Platense, a equipe que mais escapou de rebaixamentos na Argentina
Ontem completou-se trinta anos de um Platense 2-0 Temperley, gols de Miguel Ángel Gambier (falecido em setembro passado) e Carlos Alfaro Moreno. A partida definiu quem mais terminaria a temporada 1986-87 rebaixado à segundona; o Sportivo Italiano, após sua única aparição na elite, já havia caído. O jogo só foi possível após uma das maiores reviravoltas nos gramados argentinos: o Tense escapou do rebaixamento após virar um 2-0 para 3-2 contra o River. No Monumental. Na última meia-hora de jogo. Com um reserva, o tal Gambier, marcando os três gols. Detalhamos neste outro Especial, mas vale relembrar o período 1976-1999, quando o Platense escapou de todo jeito possível.
Se hoje o Calamar está sumido da elite desde 1999, aparecendo até na terceirona e tendo fama externa apenas como um raro clube marrom no mundo e que revelou David Trezeguet, até os anos 50 era uma das equipes mais expressivas dentre as pequenas. Era mais ou menos um Vélez da época. Considerando que o Huracán era unanimemente visto como “sexto grande”, em companhia ao quinteto formado por Boca, River, Racing, Independiente e San Lorenzo, o Tense foi, dos fundadores da liga profissional de 1931, exatamente o último clube chico a experimentar o rebaixamento, em 1955.

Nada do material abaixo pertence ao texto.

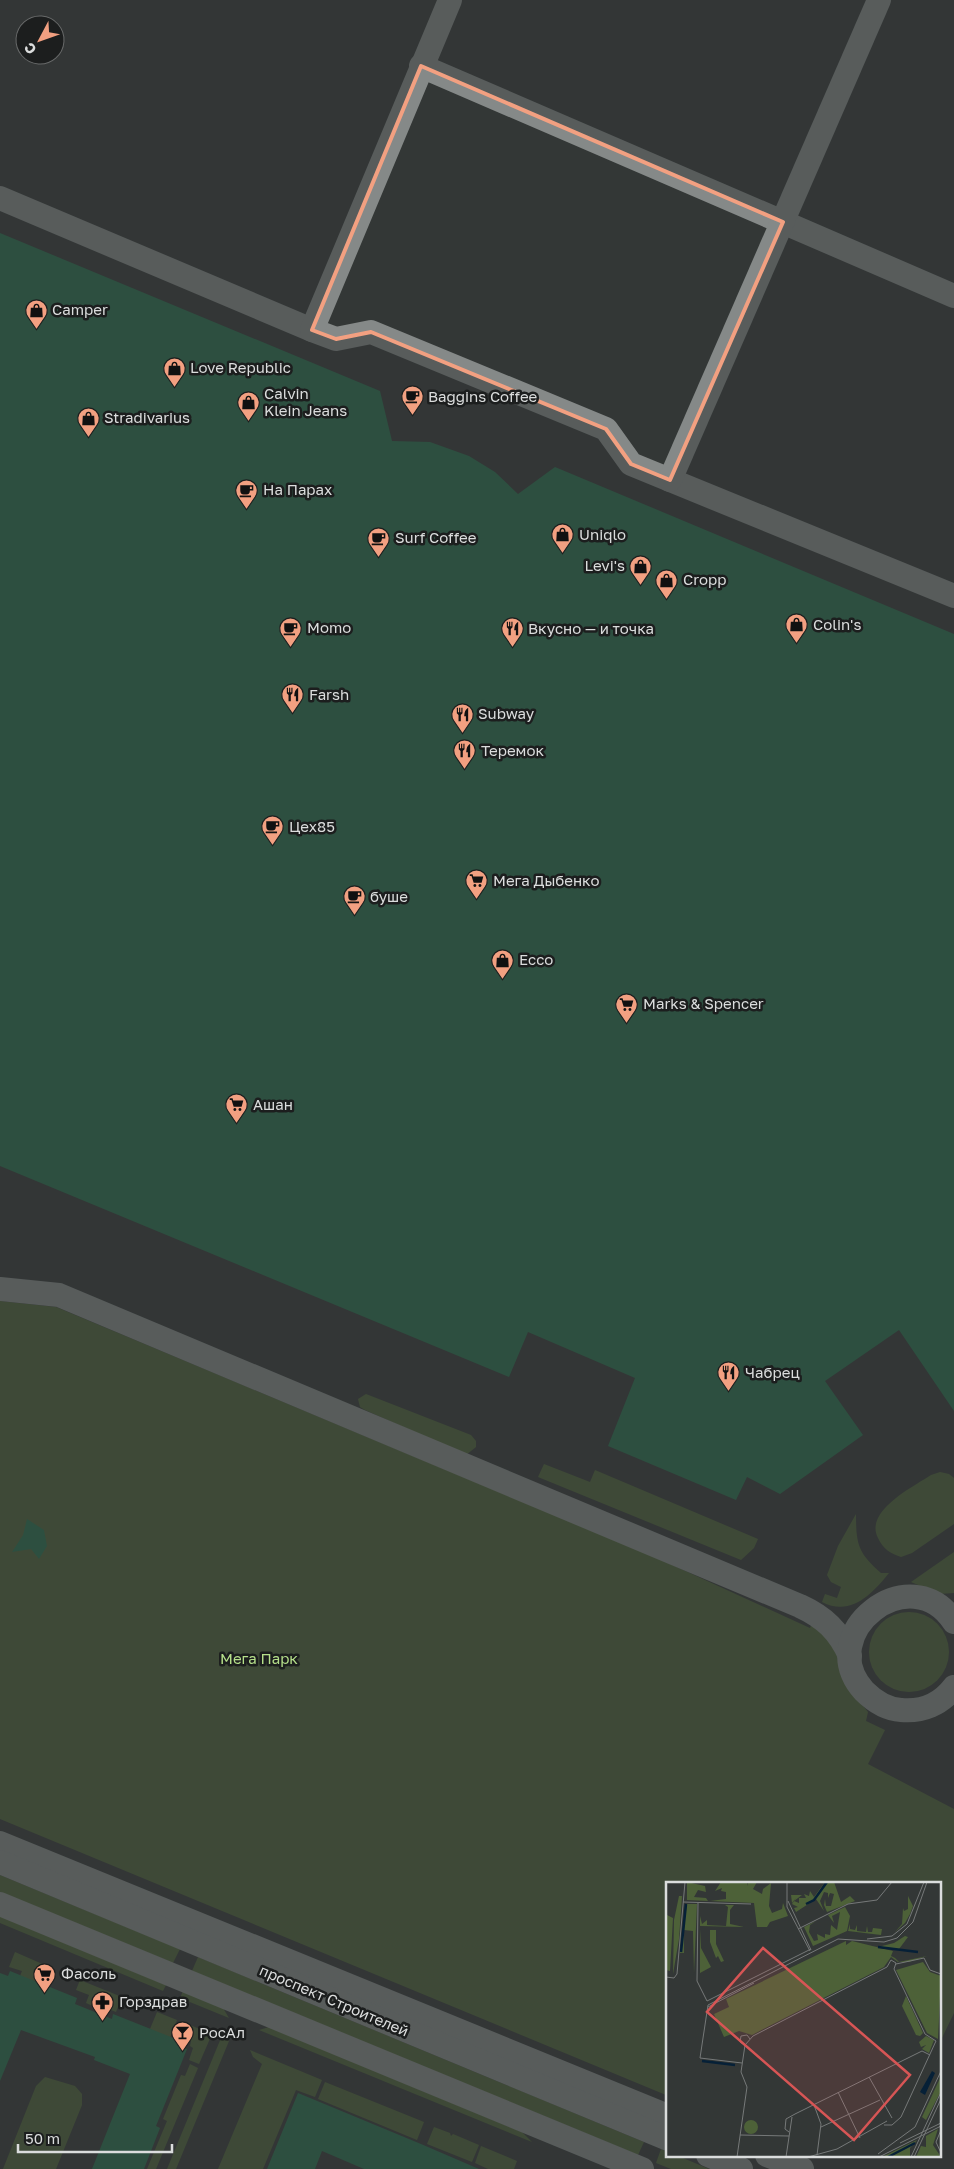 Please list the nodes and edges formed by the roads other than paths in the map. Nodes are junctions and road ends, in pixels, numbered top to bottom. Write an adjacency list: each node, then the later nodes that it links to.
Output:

Gente mais gabaritada hoje como Argentinos Jrs (em 1937), Vélez (1940), Tigre (1943, 1945 e 1951), Banfield (1946), Ferro Carril Oeste (1947 e 1952), Lanús (1949, quando quase Boca e Huracán foram em seu lugar) e Estudiantes (1953) caiu antes. O Rosario Central não esteve entre os fundadores da liga, mas também foi rebaixado antes, e duas vezes (1941 e 1950). Até cair, o Platense eventualmente enxertava jogadores na seleção. Quem já ouviu falar do Eldorado Colombiano liderado pelo Millonarios de Alfredo Di Stéfano talvez saiba que o time de Bogotá encheu-se de astros do River, casos também de Néstor Rossi e Adolfo Pedernera, mas vale lembrar que havia a panelinha do Platense: Antonio Báez, Carlos Aldabe e Julio Cozzi, goleiro titular da Argentina campeã da Copa América 1947, eram os calamares no Ballet Azul. Todos integraram nosso time dos sonhos do Tense.

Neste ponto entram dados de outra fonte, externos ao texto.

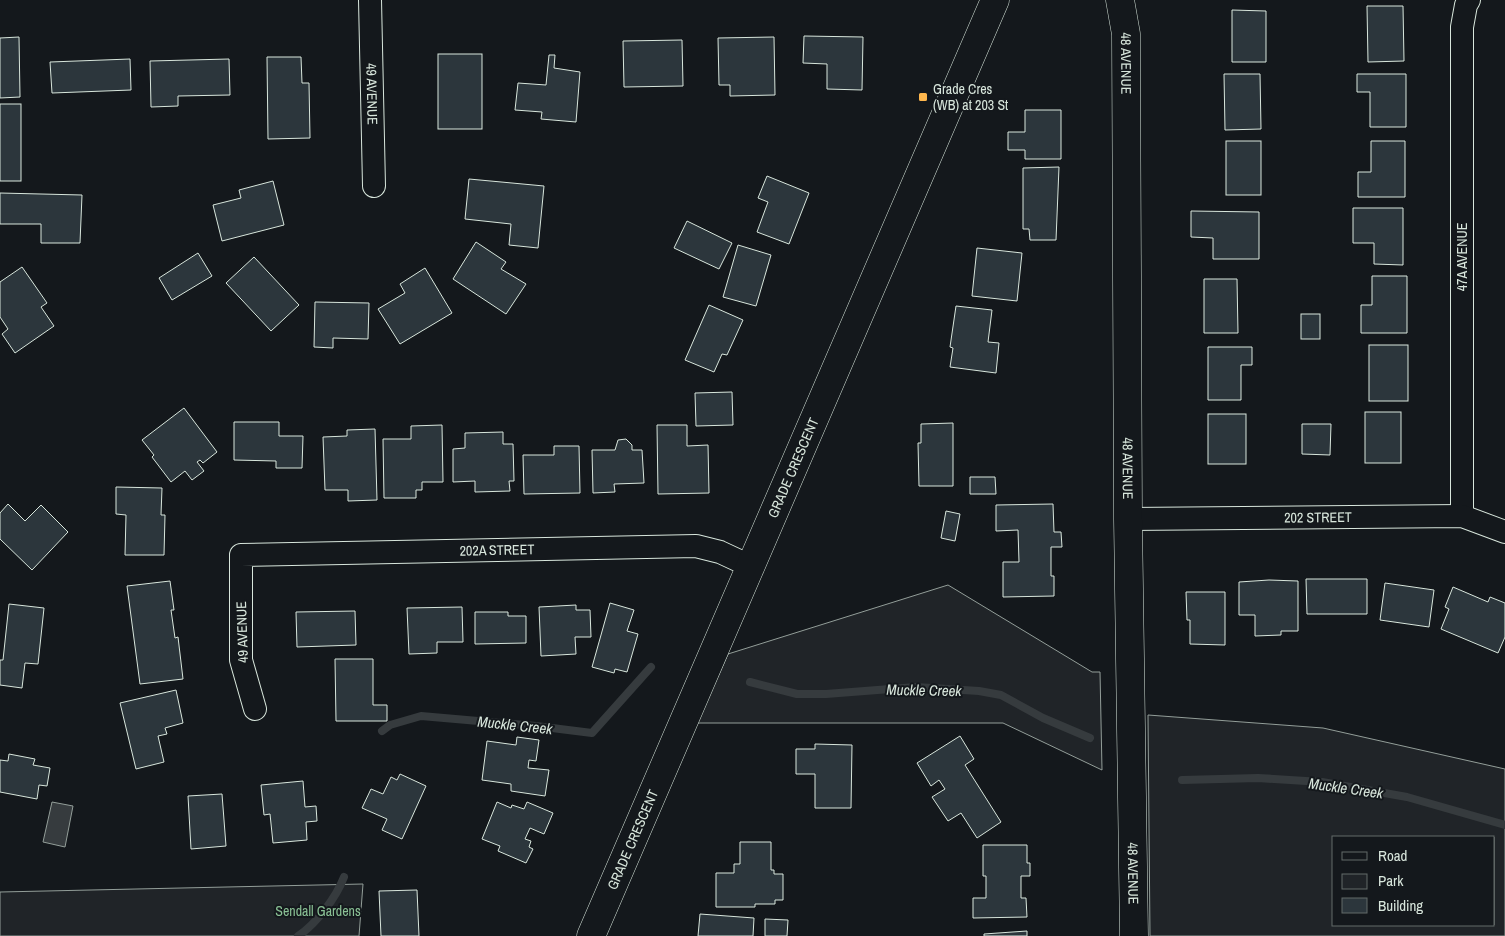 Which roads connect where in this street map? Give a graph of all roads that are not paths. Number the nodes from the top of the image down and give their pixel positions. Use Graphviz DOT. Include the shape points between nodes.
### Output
graph roads {
  1 [pos="370,0"];
  2 [pos="995,0"];
  3 [pos="1120,0"];
  4 [pos="1469,0"];
  5 [pos="374,186"];
  6 [pos="1462,516"];
  7 [pos="1128,519"];
  8 [pos="1505,532"];
  9 [pos="241,555"];
  10 [pos="750,566"];
  11 [pos="255,708"];
  12 [pos="592,936"];
  13 [pos="1134,936"];
  1 -- 5 [label="street, 49 AVENUE"];
  2 -- 10 [label="street, GRADE CRESCENT"];
  3 -- 7 [label="street, 48 AVENUE" via="1126,34"];
  4 -- 6 [label="street, 47A AVENUE" via="1462,27"];
  6 -- 7 [label="street, 202 STREET"];
  6 -- 8 [label="street, 202 STREET"];
  7 -- 13 [label="street, 48 AVENUE"];
  9 -- 10 [label="street, 202A STREET" via="696,546 720,552"];
  9 -- 11 [label="street, 49 AVENUE" via="241,660"];
  10 -- 12 [label="street, GRADE CRESCENT"];
}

O clube não foi o mesmo após cair. Só voltou em 1964. Até esteve perto da final do campeonato de 1967, onde, treinado por Ángel Labruna, levou uma inacreditável virada do então “virgem” Estudiantes (que virou um 3-1 para 4-3 mesmo com um a menos), mas caiu em 1971 (com direito a um 11-1 sofrido para o Independiente), só subindo em 1976. Entra a queda e a volta, precisou vender o estádio no bairro portenho de Saavedra e mudar-se para a cidade de Vicente López. A partir de então, a sina foi viver de evitar novas quedas, enterrando muitos clubes no lugar.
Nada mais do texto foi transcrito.